Work to complete:
Make an exact copy, from the records below, of the lines from the line containing "index pip: (335, 227)" to the line containing "ring dip: (429, 347)", both lines included, excluding pictures.

Recorded data:
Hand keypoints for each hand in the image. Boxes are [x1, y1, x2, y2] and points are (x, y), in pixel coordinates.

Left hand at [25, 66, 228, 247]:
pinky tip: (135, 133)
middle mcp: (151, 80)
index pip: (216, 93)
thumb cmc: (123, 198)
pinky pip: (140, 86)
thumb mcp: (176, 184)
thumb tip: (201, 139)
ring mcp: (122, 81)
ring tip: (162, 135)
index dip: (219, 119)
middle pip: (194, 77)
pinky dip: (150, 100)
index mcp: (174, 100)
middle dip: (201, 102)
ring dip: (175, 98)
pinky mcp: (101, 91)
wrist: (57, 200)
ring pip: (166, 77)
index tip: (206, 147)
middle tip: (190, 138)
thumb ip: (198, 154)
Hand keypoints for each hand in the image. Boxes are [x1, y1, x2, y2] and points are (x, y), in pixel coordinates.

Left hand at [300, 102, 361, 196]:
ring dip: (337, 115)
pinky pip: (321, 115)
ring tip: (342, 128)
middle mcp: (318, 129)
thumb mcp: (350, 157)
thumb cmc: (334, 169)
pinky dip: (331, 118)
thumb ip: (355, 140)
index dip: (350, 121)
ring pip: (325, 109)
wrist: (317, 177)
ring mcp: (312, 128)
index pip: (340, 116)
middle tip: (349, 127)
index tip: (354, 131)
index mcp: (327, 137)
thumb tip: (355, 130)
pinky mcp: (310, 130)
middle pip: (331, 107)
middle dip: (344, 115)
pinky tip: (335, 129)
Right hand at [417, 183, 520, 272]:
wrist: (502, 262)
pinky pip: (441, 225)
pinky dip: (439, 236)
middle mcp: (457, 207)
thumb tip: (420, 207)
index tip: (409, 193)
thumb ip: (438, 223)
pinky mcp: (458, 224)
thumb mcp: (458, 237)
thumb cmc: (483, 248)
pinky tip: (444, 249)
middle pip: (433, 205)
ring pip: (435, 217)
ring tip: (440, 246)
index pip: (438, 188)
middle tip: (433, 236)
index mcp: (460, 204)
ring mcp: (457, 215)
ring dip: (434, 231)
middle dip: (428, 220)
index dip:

* * *

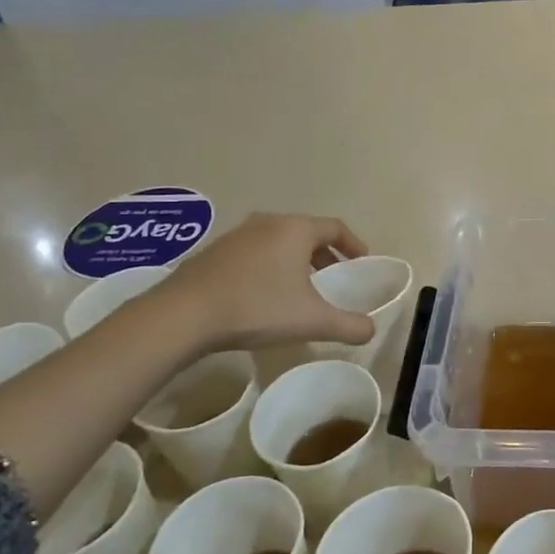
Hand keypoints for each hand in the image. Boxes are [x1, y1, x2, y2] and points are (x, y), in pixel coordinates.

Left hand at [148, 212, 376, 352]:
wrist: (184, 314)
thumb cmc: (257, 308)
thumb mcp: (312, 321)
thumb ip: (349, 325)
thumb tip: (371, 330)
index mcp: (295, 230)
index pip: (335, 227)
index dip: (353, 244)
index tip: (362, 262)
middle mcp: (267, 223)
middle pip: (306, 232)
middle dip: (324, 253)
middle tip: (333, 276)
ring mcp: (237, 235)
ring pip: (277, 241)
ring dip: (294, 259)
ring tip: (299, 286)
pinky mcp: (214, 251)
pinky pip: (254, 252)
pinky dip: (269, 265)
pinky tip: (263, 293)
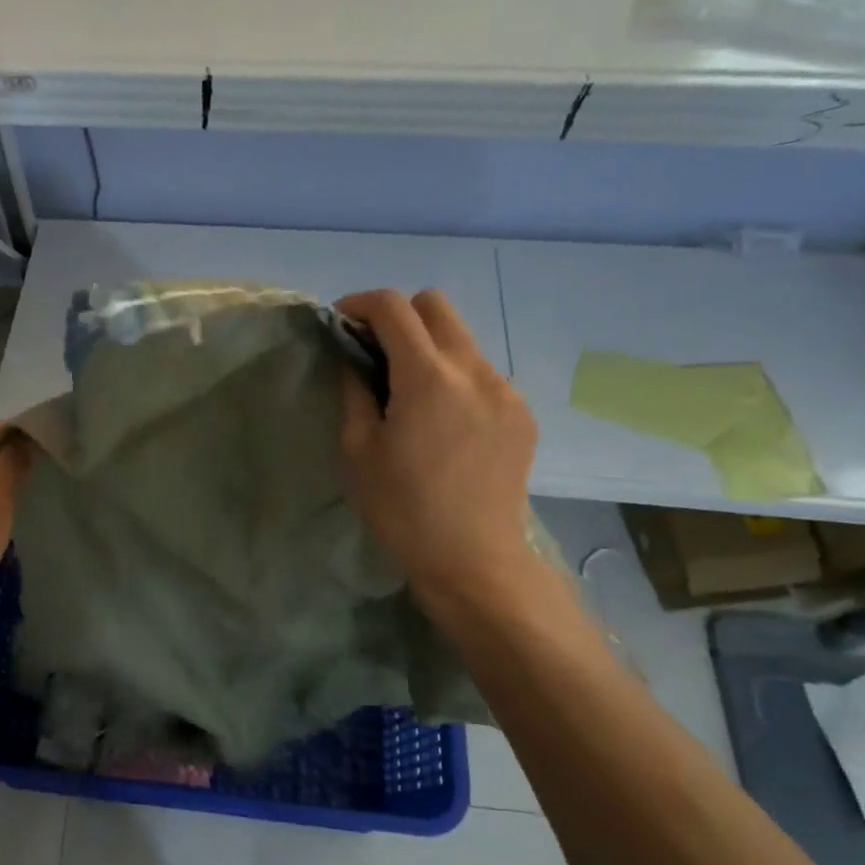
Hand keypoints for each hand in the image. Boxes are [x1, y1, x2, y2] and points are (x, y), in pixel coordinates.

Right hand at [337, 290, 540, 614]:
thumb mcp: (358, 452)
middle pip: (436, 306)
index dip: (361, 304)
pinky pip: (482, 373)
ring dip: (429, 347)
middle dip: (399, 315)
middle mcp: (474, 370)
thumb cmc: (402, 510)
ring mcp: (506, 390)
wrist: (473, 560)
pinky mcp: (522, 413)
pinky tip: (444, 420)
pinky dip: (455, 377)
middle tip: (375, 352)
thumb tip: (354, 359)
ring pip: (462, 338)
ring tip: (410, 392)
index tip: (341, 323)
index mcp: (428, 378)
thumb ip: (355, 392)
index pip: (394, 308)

Response:
index pip: (335, 227)
index dip: (353, 244)
index tip: (362, 262)
middle mcp: (267, 223)
middle pip: (306, 232)
middle dip: (324, 253)
middle tip: (333, 276)
ring mcp: (237, 235)
ring pip: (277, 241)
ring dip: (294, 259)
ring tip: (299, 286)
pinky mcp: (214, 251)
pinky pip: (254, 252)
pinky dip: (269, 265)
pinky tip: (263, 293)
Hand keypoints for each hand in the image. Boxes are [x1, y1, x2, y2] and points are (x, y), in pixel coordinates.

Right hand at [337, 290, 540, 614]:
thumb mcp: (358, 452)
middle pip: (436, 306)
index dip: (361, 304)
pinky pip: (482, 373)
ring dip: (429, 347)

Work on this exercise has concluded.